I've been staring at this one for a few days now, just not sure if I want to jump in. (Would be a pain if 6T wasn't enough)

https://www.princessauto.com/en/det...atic-hydraulic-a-frame-shop-press/A-p8604563e

Video: (Volume Warning, starts quiet, gets loud)





My engine hoist has taught me the value of air over hydraulic. Especially after helping load up all of those metal logs, lol.

JW


----------



## Tom O (Jun 16, 2017)

Doesn't look bad for the price you can't really go wrong.  I have a 3 ton arbour press I picked up on kijiji for $50.00 that I'm using now but one day I'll go hydraulic.


----------



## Janger (Jun 18, 2017)

@CalgaryPT I think peter has a 20ton air hydraulic and he can bend and even sever fairly thick stock.
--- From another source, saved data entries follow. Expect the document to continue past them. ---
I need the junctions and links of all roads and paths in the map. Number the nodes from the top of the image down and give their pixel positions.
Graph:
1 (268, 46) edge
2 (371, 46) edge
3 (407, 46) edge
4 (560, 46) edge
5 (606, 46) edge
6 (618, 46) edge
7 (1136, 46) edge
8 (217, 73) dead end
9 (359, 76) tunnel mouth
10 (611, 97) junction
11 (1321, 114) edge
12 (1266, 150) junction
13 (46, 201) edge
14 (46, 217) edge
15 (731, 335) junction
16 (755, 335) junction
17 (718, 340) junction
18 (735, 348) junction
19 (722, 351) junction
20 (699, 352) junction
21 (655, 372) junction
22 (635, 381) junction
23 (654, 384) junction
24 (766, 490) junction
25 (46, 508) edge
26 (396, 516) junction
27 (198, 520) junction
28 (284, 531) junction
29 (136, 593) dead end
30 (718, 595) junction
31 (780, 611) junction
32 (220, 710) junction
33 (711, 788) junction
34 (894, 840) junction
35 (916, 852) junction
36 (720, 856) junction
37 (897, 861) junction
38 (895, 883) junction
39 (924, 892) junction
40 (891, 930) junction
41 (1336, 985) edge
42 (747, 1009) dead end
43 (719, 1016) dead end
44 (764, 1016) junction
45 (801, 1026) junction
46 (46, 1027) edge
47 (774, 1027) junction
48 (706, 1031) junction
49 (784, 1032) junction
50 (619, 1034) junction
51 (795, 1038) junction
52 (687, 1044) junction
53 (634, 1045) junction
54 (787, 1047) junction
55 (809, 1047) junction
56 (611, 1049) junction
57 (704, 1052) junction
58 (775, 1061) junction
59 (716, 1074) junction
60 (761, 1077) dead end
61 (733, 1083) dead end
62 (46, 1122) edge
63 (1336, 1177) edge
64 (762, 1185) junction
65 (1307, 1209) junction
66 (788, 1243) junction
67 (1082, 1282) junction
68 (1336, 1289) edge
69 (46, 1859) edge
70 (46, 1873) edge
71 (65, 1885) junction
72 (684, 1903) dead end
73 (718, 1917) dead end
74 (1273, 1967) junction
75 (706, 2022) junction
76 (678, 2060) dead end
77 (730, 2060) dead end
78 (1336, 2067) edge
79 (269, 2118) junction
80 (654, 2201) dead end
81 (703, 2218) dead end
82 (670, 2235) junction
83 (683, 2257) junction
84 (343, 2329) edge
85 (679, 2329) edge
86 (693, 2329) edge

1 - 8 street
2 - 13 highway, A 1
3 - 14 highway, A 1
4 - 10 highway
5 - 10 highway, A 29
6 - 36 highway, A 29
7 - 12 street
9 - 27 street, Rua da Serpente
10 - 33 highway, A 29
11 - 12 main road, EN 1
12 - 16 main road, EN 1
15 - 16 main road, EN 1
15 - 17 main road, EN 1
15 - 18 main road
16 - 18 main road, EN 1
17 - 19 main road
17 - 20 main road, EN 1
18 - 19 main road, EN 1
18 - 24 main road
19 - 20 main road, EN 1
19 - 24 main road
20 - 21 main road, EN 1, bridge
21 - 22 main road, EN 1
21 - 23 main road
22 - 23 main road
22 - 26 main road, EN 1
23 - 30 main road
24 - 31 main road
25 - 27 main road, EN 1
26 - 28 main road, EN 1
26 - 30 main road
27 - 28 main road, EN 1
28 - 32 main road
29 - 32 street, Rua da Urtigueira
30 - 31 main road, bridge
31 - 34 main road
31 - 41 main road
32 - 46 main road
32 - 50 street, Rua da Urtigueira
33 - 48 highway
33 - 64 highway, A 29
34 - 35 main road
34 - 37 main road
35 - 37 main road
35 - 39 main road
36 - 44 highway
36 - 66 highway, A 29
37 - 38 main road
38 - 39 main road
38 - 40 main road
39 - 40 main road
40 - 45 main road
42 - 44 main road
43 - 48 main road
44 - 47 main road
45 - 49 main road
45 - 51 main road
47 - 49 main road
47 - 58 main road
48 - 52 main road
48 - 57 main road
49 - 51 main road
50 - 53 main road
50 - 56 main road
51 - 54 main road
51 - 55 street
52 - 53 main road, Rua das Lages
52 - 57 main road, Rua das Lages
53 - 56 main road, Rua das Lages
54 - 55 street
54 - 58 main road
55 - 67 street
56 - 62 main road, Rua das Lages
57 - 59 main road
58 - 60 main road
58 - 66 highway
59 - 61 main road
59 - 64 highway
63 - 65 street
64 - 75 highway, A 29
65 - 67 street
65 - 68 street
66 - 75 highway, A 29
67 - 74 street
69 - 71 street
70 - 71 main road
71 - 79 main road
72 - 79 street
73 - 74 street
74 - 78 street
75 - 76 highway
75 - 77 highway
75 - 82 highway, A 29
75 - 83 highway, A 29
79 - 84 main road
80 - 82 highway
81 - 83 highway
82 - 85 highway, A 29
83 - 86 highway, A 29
I can't remember the thickness Peter? He got one of those swag off road brand vblock  and v shaped top plate. If you want to maybe do that might be a reason to go bigger.


----------



## Dabbler (Jun 18, 2017)

correction:  kine is a 20 ton fro Princess auto... my 2+ cents worth:  air/hydralic are -really- noisy.  Mine is a standard 20t bottle jack type, which is very quiet!


----------



## CalgaryPT (Jun 23, 2017)

Yup...as John said I've got an air over hydraulic 20 Ton. The Jack itself is a Crappy Tire model that was in the discount rack becuase it leaked. I just replaced the seal and it has worked ever since. I have a low end  SWAG press brake kit that bends 1/4 like butter. Actually, you have to be careful on 1/4 as it will crack the stock if you keep pressing down after 90 degrees.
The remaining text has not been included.